Biomet is the latest company to have its agreement extended. Last year, the Justice Department added three years to an agreement with Standard Chartered, the big British bank accused of doing business with Iran. And as evidence mounted that banks were colluding to fix the price of foreign currencies, prosecutors extended earlier nonprosecution agreements with Barclays and UBS over their manipulation of interest rates.
The extensions are hardly the harshest option, and critics will most likely argue that anything short of an indictment is a slap on the wrist. Yet the extensions are not intended as the government’s final say on a case but rather a warning to the company and a chance to gain time for prosecutors.

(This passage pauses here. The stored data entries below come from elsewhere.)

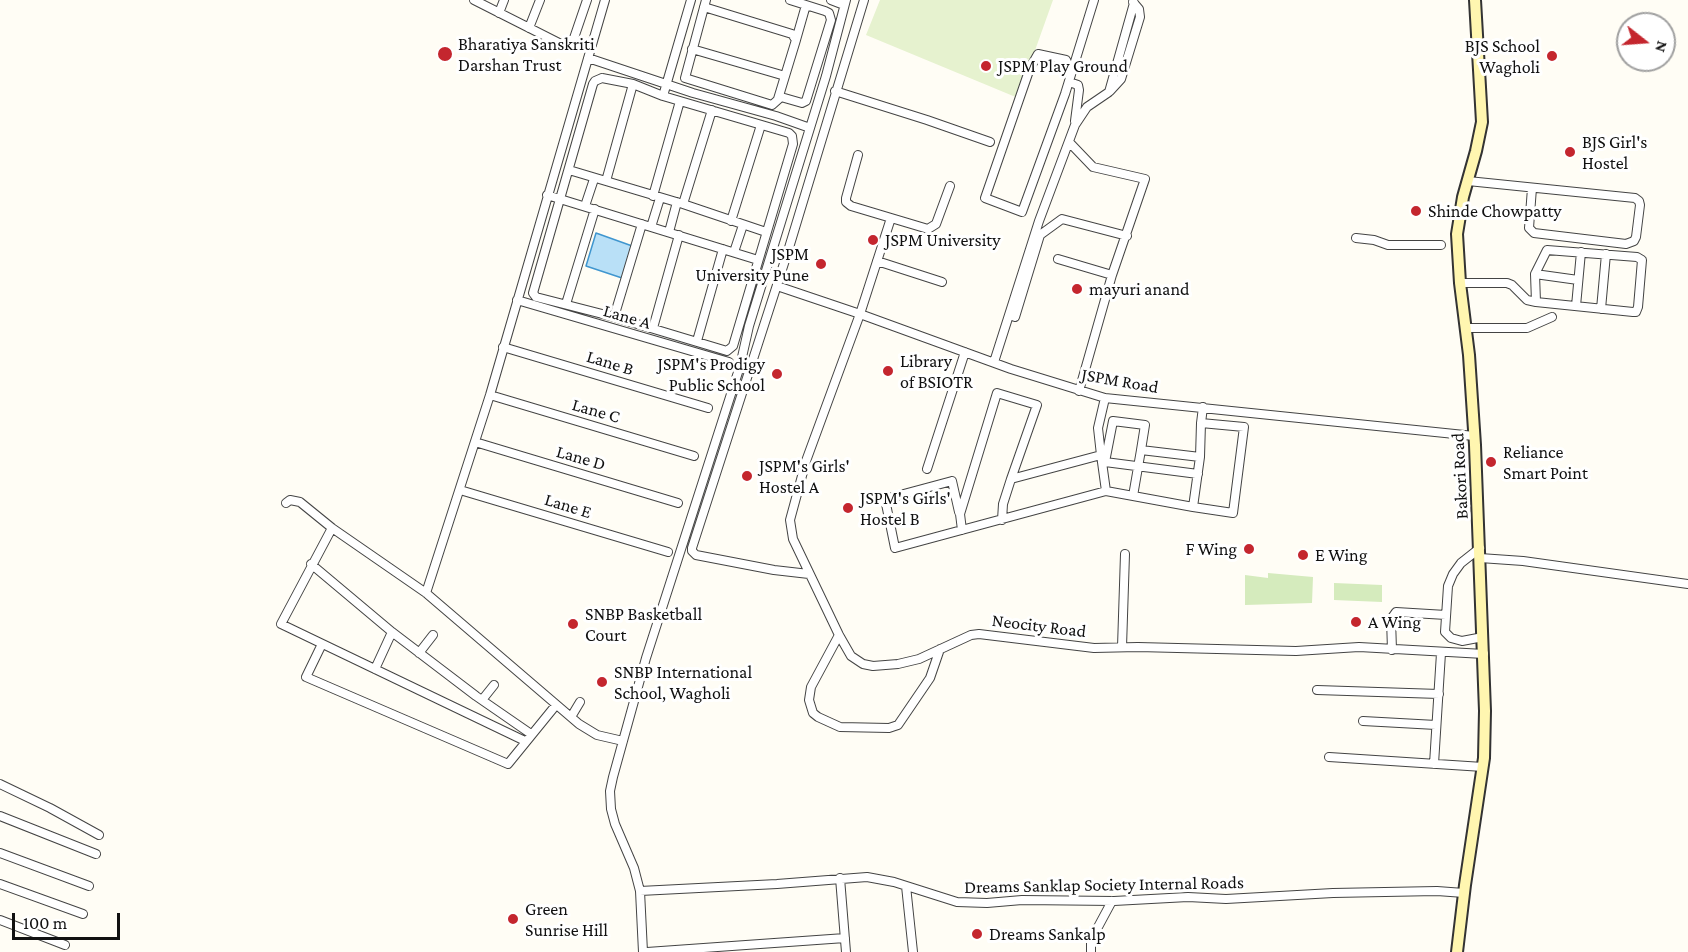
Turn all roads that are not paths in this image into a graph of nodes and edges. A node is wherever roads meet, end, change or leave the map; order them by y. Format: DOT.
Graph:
graph roads {
  1 [pos="474,0"];
  2 [pos="504,0"];
  3 [pos="540,0"];
  4 [pos="587,0"];
  5 [pos="691,0"];
  6 [pos="790,0"];
  7 [pos="831,0"];
  8 [pos="864,0"];
  9 [pos="1094,0"];
  10 [pos="1475,0"];
  11 [pos="603,1"];
  12 [pos="1132,1"];
  13 [pos="845,2"];
  14 [pos="705,4"];
  15 [pos="806,5"];
  16 [pos="499,13"];
  17 [pos="683,24"];
  18 [pos="529,28"];
  19 [pos="697,28"];
  20 [pos="796,40"];
  21 [pos="692,49"];
  22 [pos="588,58"];
  23 [pos="1071,71"];
  24 [pos="785,76"];
  25 [pos="1068,82"];
  26 [pos="633,84"];
  27 [pos="666,84"];
  28 [pos="835,91"];
  29 [pos="663,96"];
  30 [pos="778,99"];
  31 [pos="680,101"];
  32 [pos="740,106"];
  33 [pos="712,111"];
  34 [pos="737,118"];
  35 [pos="760,125"];
  36 [pos="1075,125"];
  37 [pos="810,128"];
  38 [pos="990,142"];
  39 [pos="1070,143"];
  40 [pos="858,154"];
  41 [pos="569,170"];
  42 [pos="594,179"];
  43 [pos="1468,181"];
  44 [pos="606,182"];
  45 [pos="950,186"];
  46 [pos="1532,188"];
  47 [pos="547,195"];
  48 [pos="657,197"];
  49 [pos="560,199"];
  50 [pos="680,203"];
  51 [pos="585,206"];
  52 [pos="595,209"];
  53 [pos="891,218"];
  54 [pos="731,221"];
  55 [pos="642,224"];
  56 [pos="743,225"];
  57 [pos="651,227"];
  58 [pos="669,232"];
  59 [pos="766,232"];
  60 [pos="679,236"];
  61 [pos="1127,236"];
  62 [pos="1356,238"];
  63 [pos="762,245"];
  64 [pos="1441,245"];
  65 [pos="723,249"];
  66 [pos="773,249"];
  67 [pos="734,252"];
  68 [pos="1581,252"];
  69 [pos="1606,254"];
  70 [pos="1058,259"];
  71 [pos="758,260"];
  72 [pos="877,261"];
  73 [pos="1535,274"];
  74 [pos="1112,275"];
  75 [pos="1578,280"];
  76 [pos="942,282"];
  77 [pos="1460,284"];
  78 [pos="777,286"];
  79 [pos="517,300"];
  80 [pos="1536,302"];
  81 [pos="566,304"];
  82 [pos="1576,306"];
  83 [pos="1601,309"];
  84 [pos="860,314"];
  85 [pos="614,316"];
  86 [pos="1015,317"];
  87 [pos="1552,317"];
  88 [pos="653,328"];
  89 [pos="1466,328"];
  90 [pos="697,341"];
  91 [pos="503,347"];
  92 [pos="965,352"];
  93 [pos="994,362"];
  94 [pos="729,363"];
  95 [pos="1079,391"];
  96 [pos="490,395"];
  97 [pos="1106,398"];
  98 [pos="1203,407"];
  99 [pos="708,408"];
  100 [pos="1201,423"];
  101 [pos="1474,436"];
  102 [pos="475,442"];
  103 [pos="1141,450"];
  104 [pos="694,456"];
  105 [pos="1200,457"];
  106 [pos="1103,460"];
  107 [pos="1138,467"];
  108 [pos="927,469"];
  109 [pos="1198,474"];
  110 [pos="1011,479"];
  111 [pos="460,490"];
  112 [pos="1106,491"];
  113 [pos="1133,496"];
  114 [pos="286,503"];
  115 [pos="678,503"];
  116 [pos="1193,507"];
  117 [pos="960,514"];
  118 [pos="1002,520"];
  119 [pos="332,528"];
  120 [pos="962,530"];
  121 [pos="668,552"];
  122 [pos="1480,553"];
  123 [pos="1125,554"];
  124 [pos="311,564"];
  125 [pos="809,574"];
  126 [pos="1688,584"];
  127 [pos="426,593"];
  128 [pos="1446,615"];
  129 [pos="392,632"];
  130 [pos="433,635"];
  131 [pos="839,635"];
  132 [pos="1483,637"];
  133 [pos="322,644"];
  134 [pos="1122,647"];
  135 [pos="940,649"];
  136 [pos="1392,650"];
  137 [pos="419,653"];
  138 [pos="1441,653"];
  139 [pos="1484,654"];
  140 [pos="375,669"];
  141 [pos="494,685"];
  142 [pos="1317,690"];
  143 [pos="1439,694"];
  144 [pos="482,700"];
  145 [pos="580,702"];
  146 [pos="556,705"];
  147 [pos="571,717"];
  148 [pos="1363,721"];
  149 [pos="1436,726"];
  150 [pos="531,734"];
  151 [pos="525,741"];
  152 [pos="623,741"];
  153 [pos="1329,757"];
  154 [pos="1434,764"];
  155 [pos="1483,767"];
  156 [pos="0,784"];
  157 [pos="0,816"];
  158 [pos="99,835"];
  159 [pos="0,853"];
  160 [pos="96,854"];
  161 [pos="840,878"];
  162 [pos="0,884"];
  163 [pos="89,886"];
  164 [pos="906,886"];
  165 [pos="640,891"];
  166 [pos="1464,893"];
  167 [pos="1112,901"];
  168 [pos="83,914"];
  169 [pos="0,920"];
  170 [pos="845,938"];
  171 [pos="65,945"];
  172 [pos="645,952"];
  173 [pos="846,952"];
  174 [pos="913,952"];
  175 [pos="1091,952"];
  176 [pos="1457,952"];
  1 -- 16 [label="street"];
  2 -- 16 [label="street"];
  3 -- 18 [label="street"];
  4 -- 18 [label="street"];
  5 -- 17 [label="street"];
  6 -- 15 [label="street"];
  7 -- 13 [label="street"];
  8 -- 28 [label="street"];
  9 -- 23 [label="street"];
  10 -- 43 [label="street, Bakori Road"];
  11 -- 22 [label="street"];
  12 -- 36 [label="street"];
  13 -- 37 [label="street"];
  14 -- 19 [label="street"];
  14 -- 20 [label="street"];
  15 -- 20 [label="street"];
  15 -- 30 [label="street"];
  16 -- 18 [label="street"];
  17 -- 19 [label="street"];
  17 -- 27 [label="street"];
  19 -- 21 [label="street"];
  20 -- 24 [label="street"];
  21 -- 24 [label="street"];
  21 -- 30 [label="street"];
  22 -- 27 [label="street"];
  22 -- 47 [label="street"];
  23 -- 25 [label="street"];
  23 -- 25 [label="street"];
  24 -- 30 [label="street"];
  25 -- 36 [label="street"];
  26 -- 29 [label="street"];
  26 -- 41 [label="street"];
  26 -- 44 [label="street"];
  27 -- 29 [label="street"];
  27 -- 32 [label="street"];
  28 -- 38 [label="street"];
  28 -- 78 [label="street"];
  29 -- 31 [label="street"];
  31 -- 33 [label="street"];
  31 -- 48 [label="street"];
  32 -- 34 [label="street"];
  32 -- 37 [label="street"];
  33 -- 34 [label="street"];
  33 -- 50 [label="street"];
  34 -- 35 [label="street"];
  35 -- 54 [label="street"];
  35 -- 59 [label="street"];
  36 -- 39 [label="street"];
  37 -- 66 [label="street"];
  39 -- 61 [label="street"];
  39 -- 93 [label="street"];
  40 -- 53 [label="street"];
  41 -- 42 [label="street"];
  41 -- 49 [label="street"];
  42 -- 44 [label="street"];
  42 -- 51 [label="street"];
  43 -- 46 [label="street"];
  43 -- 77 [label="street, Bakori Road"];
  44 -- 48 [label="street"];
  45 -- 53 [label="street"];
  46 -- 46 [label="street"];
  47 -- 49 [label="street"];
  47 -- 79 [label="street"];
  48 -- 50 [label="street"];
  48 -- 57 [label="street"];
  49 -- 51 [label="street"];
  49 -- 81 [label="street"];
  50 -- 54 [label="street"];
  50 -- 58 [label="street"];
  51 -- 52 [label="street"];
  52 -- 55 [label="street"];
  52 -- 81 [label="street"];
  53 -- 72 [label="street, Neocity Road"];
  54 -- 56 [label="street"];
  55 -- 57 [label="street"];
  55 -- 85 [label="street"];
  56 -- 59 [label="street"];
  56 -- 67 [label="street"];
  57 -- 58 [label="street"];
  58 -- 60 [label="street"];
  59 -- 63 [label="street"];
  60 -- 65 [label="street"];
  60 -- 88 [label="street"];
  61 -- 74 [label="street"];
  61 -- 86 [label="street"];
  62 -- 64 [label="street"];
  63 -- 66 [label="street"];
  63 -- 71 [label="street"];
  65 -- 67 [label="street"];
  65 -- 90 [label="street"];
  66 -- 152 [label="street"];
  67 -- 71 [label="street"];
  68 -- 69 [label="street"];
  68 -- 73 [label="street"];
  68 -- 75 [label="street"];
  69 -- 83 [label="street"];
  69 -- 83 [label="street"];
  70 -- 74 [label="street"];
  71 -- 90 [label="street"];
  72 -- 76 [label="street"];
  72 -- 84 [label="street, Neocity Road"];
  73 -- 75 [label="street"];
  73 -- 80 [label="street"];
  74 -- 95 [label="street"];
  75 -- 82 [label="street"];
  77 -- 80 [label="street"];
  77 -- 89 [label="street, Bakori Road"];
  78 -- 84 [label="street, JSPM Road"];
  78 -- 125 [label="street"];
  79 -- 91 [label="street"];
  79 -- 94 [label="street, Lane A"];
  80 -- 82 [label="street"];
  81 -- 85 [label="street"];
  82 -- 83 [label="street"];
  84 -- 92 [label="street, JSPM Road"];
  84 -- 125 [label="street, Neocity Road"];
  85 -- 88 [label="street"];
  87 -- 89 [label="street"];
  88 -- 90 [label="street"];
  89 -- 101 [label="street, Bakori Road"];
  91 -- 96 [label="street"];
  91 -- 99 [label="street, Lane B"];
  92 -- 93 [label="street, JSPM Road"];
  92 -- 108 [label="street"];
  93 -- 95 [label="street, JSPM Road"];
  95 -- 97 [label="street, JSPM Road"];
  96 -- 102 [label="street"];
  96 -- 104 [label="street, Lane C"];
  97 -- 98 [label="street, JSPM Road"];
  97 -- 106 [label="street"];
  98 -- 100 [label="street"];
  98 -- 101 [label="street, JSPM Road"];
  100 -- 105 [label="street"];
  100 -- 116 [label="street"];
  101 -- 122 [label="street, Bakori Road"];
  102 -- 111 [label="street"];
  102 -- 115 [label="street, Lane D"];
  103 -- 105 [label="street"];
  103 -- 106 [label="street"];
  103 -- 107 [label="street"];
  105 -- 109 [label="street"];
  106 -- 107 [label="street"];
  106 -- 110 [label="street"];
  106 -- 112 [label="street"];
  107 -- 109 [label="street"];
  107 -- 113 [label="street"];
  109 -- 116 [label="street"];
  110 -- 117 [label="street"];
  110 -- 118 [label="street"];
  111 -- 121 [label="street, Lane E"];
  111 -- 127 [label="street"];
  112 -- 113 [label="street"];
  112 -- 118 [label="street"];
  113 -- 116 [label="street"];
  114 -- 119 [label="street"];
  117 -- 120 [label="street"];
  117 -- 120 [label="street"];
  118 -- 120 [label="street"];
  119 -- 124 [label="street"];
  119 -- 127 [label="street"];
  122 -- 126 [label="street"];
  122 -- 128 [label="street"];
  122 -- 132 [label="street, Bakori Road"];
  123 -- 134 [label="street"];
  124 -- 129 [label="street"];
  124 -- 133 [label="street"];
  125 -- 131 [label="street, Neocity Road"];
  127 -- 146 [label="street"];
  128 -- 132 [label="street"];
  128 -- 136 [label="street"];
  129 -- 137 [label="street"];
  129 -- 140 [label="street"];
  130 -- 137 [label="street"];
  131 -- 135 [label="street, Neocity Road"];
  131 -- 135 [label="street"];
  132 -- 139 [label="street, Bakori Road"];
  133 -- 140 [label="street"];
  133 -- 151 [label="street"];
  134 -- 135 [label="street, Neocity Road"];
  134 -- 136 [label="street, Neocity Road"];
  136 -- 138 [label="street, Neocity Road"];
  137 -- 144 [label="street"];
  138 -- 139 [label="street, Neocity Road"];
  138 -- 143 [label="street"];
  139 -- 155 [label="street, Bakori Road"];
  140 -- 151 [label="street"];
  141 -- 144 [label="street"];
  142 -- 143 [label="street"];
  143 -- 149 [label="street"];
  144 -- 150 [label="street"];
  145 -- 147 [label="street"];
  146 -- 147 [label="street"];
  146 -- 150 [label="street"];
  147 -- 152 [label="street"];
  148 -- 149 [label="street"];
  149 -- 154 [label="street"];
  150 -- 151 [label="street"];
  152 -- 165 [label="street"];
  153 -- 154 [label="street"];
  154 -- 155 [label="street"];
  155 -- 166 [label="street, Bakori Road"];
  156 -- 158 [label="street"];
  157 -- 160 [label="street"];
  159 -- 163 [label="street"];
  161 -- 164 [label="street, Dreams Sanklap Society Internal Roads"];
  161 -- 165 [label="street, Dreams Sanklap Society Internal Roads"];
  161 -- 170 [label="street"];
  162 -- 168 [label="street"];
  164 -- 167 [label="street, Dreams Sanklap Society Internal Roads"];
  164 -- 174 [label="street"];
  165 -- 172 [label="street"];
  166 -- 167 [label="street, Dreams Sanklap Society Internal Roads"];
  166 -- 176 [label="street, Bakori Road"];
  167 -- 175 [label="street"];
  169 -- 171 [label="street"];
  170 -- 172 [label="street"];
  170 -- 173 [label="street"];
}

“Make no mistake: The criminal division will not hesitate to tear up a D.P.A. or N.P.A. and file criminal charges where such action is appropriate and proportional to the breach,” Leslie R. Caldwell, head of the Justice Department’s criminal division, said in a speech on Monday. “Just like an individual on probation faces a range of potential consequences for a violation, so, too, does a bank that is subject to a D.P.A.”
In the speech, Ms. Caldwell outlined her policy on repeat offenders in significant new detail. Noting that “we have a range of tools at our disposal,” she said the Justice Department could extend the term of a deferred-prosecution agreement while prosecutors investigate “allegations of new criminal conduct.” And when a breach has occurred, she said, “we can impose an additional monetary penalty” and “most significantly, we can pursue charges based on the conduct covered by the agreement itself — the very conduct that the bank had tried to resolve.”
The ultimate outcome of the Biomet case is unclear.
According to lawyers briefed on the matter, the Justice Department has discussed the possibility of reaching a new deferred-prosecution agreement with Biomet. With that idea, which was preliminary and may change now that prosecutors are extending the original D.P.A., the prosecutors might impose criminal charges on Biomet’s Brazilian and Mexican subsidiaries and any employees at the center of the bribery case.
The problems came to light through an email from an anonymous whistle-blower who reported that distributors Biomet had hired to sell its orthopedic devices were “paying kickbacks” to government doctors. The company disclosed the email to the government, opened an internal investigation and ultimately fired employees viewed as culpable.
Biomet also disclosed the thrust of its problems to Zimmer before striking the merger. And Zimmer, which agreed to pay $13 billion to Goldman Sachs and a handful of private equity firms that own Biomet, showed no sign of backing away.

The deal is expected to close this month or in early April.